London could simply ignore the decision. Alternatively, political pressure could grow for the UK to leave the ECHR entirely, especially from the Right of the governing Conservative Party, she said.

That, in turn, poses a problem for the Good Friday Agreement, the 1998 pact that ended most political violence in Northern Ireland and includes the “full incorporation in Northern Ireland law of the ECHR”.

Samantha Newbery, reader in international security at the University of Salford, told Brussels Signal that for the Strasbourg-based ECHR judges, the “key here will, I’m confident, be that the Legacy Act is, allegedly – though I believe it to be true – not compliant with Article 2”.

In practice, she said, this means ruling will turn on whether the UK can guarantee an “effective” investigation into Troubles-era deaths while still granting immunity to soldiers and security personnel.

From May, the Legacy Act replaces inquests and civil cases with a new Independent Commission for Reconciliation and Information Recovery (ICRIR), which can also grant immunity from prosecution.

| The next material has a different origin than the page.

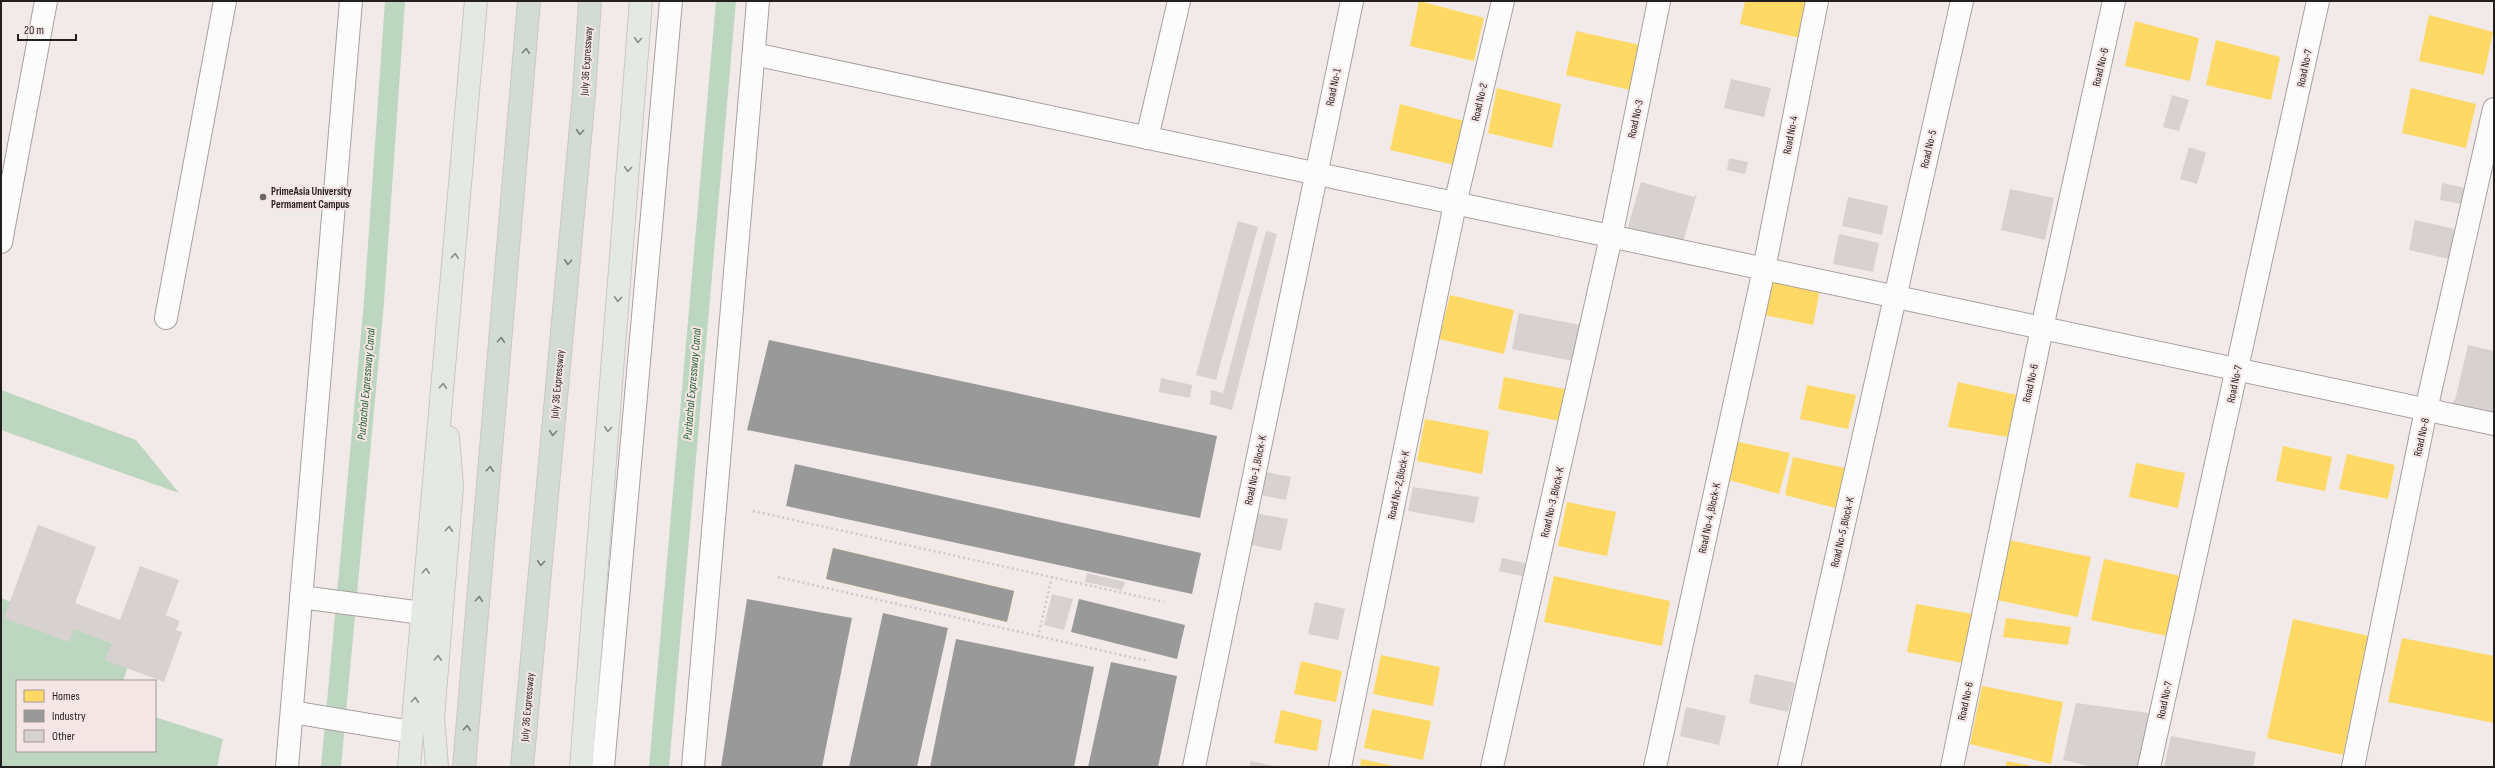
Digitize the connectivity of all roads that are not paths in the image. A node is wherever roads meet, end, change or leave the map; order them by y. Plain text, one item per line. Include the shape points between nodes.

Westminster will need to show that is also an “effective” alternative.

“The five requirements for it to be ‘effective’ were set out in Finucane v The Secretary of State for Northern Ireland”, a 2017 High Court case, said Newbery.

So “the investigation must be capable of identifying those responsible, be independent, and prompt, and involve public scrutiny and the next of kin,” she added.

Irish Tánaiste, or Deputy Prime Minister, Micheál Martin argued the proposed body is “not an adequate substitute for police investigations, carried out independently, adequately, and with sufficient participation of next of kin”.

The Dublin case will be relatively unusual; there have only been 30 interstate court challenges in the ECHR’s 70-year history, compared with more than 1 million applications by individuals.

There also could be a bit of waiting involved; there is a current backlog of 76,000 cases, although interstate cases such as this take priority.

Ireland previously took the UK to the ECHR in 1971. After seven years, judges ruled that interrogation techniques used by the British Army constituted “inhuman and degrading treatment” but not “torture”.

Ireland appealed that ruling in 2014, saying new evidence had since come to light, but that was dismissed in 2018.

The Legacy Act sets out to stop repetitions of the 2021 Ballymurphy inquest, experts say.

In that case, a coroner said 10 people shot in West Belfast by members of the British Parachute Regiment in 1971 were innocent and their killings were “without justification”.

From 1971 until 2021, the official record was that the soldiers involved were returning fire on Republicans who had fired first, said Duggan.

“This is what is at stake in legacy issues – determining a rigorous truth recovery process – how to tell the truth about history at its most serious level,” she added.

The pending court case has already led to calls for the UK to leave the ECHR.

“The fact Ireland is suing the UK over protecting our own soldiers is yet another reason to quit the ECHR,” argued one commenter on X.

Others claimed if the UK ignored international law over the Legacy Act, it weakened its standing when commenting on topics such as the Ukraine war.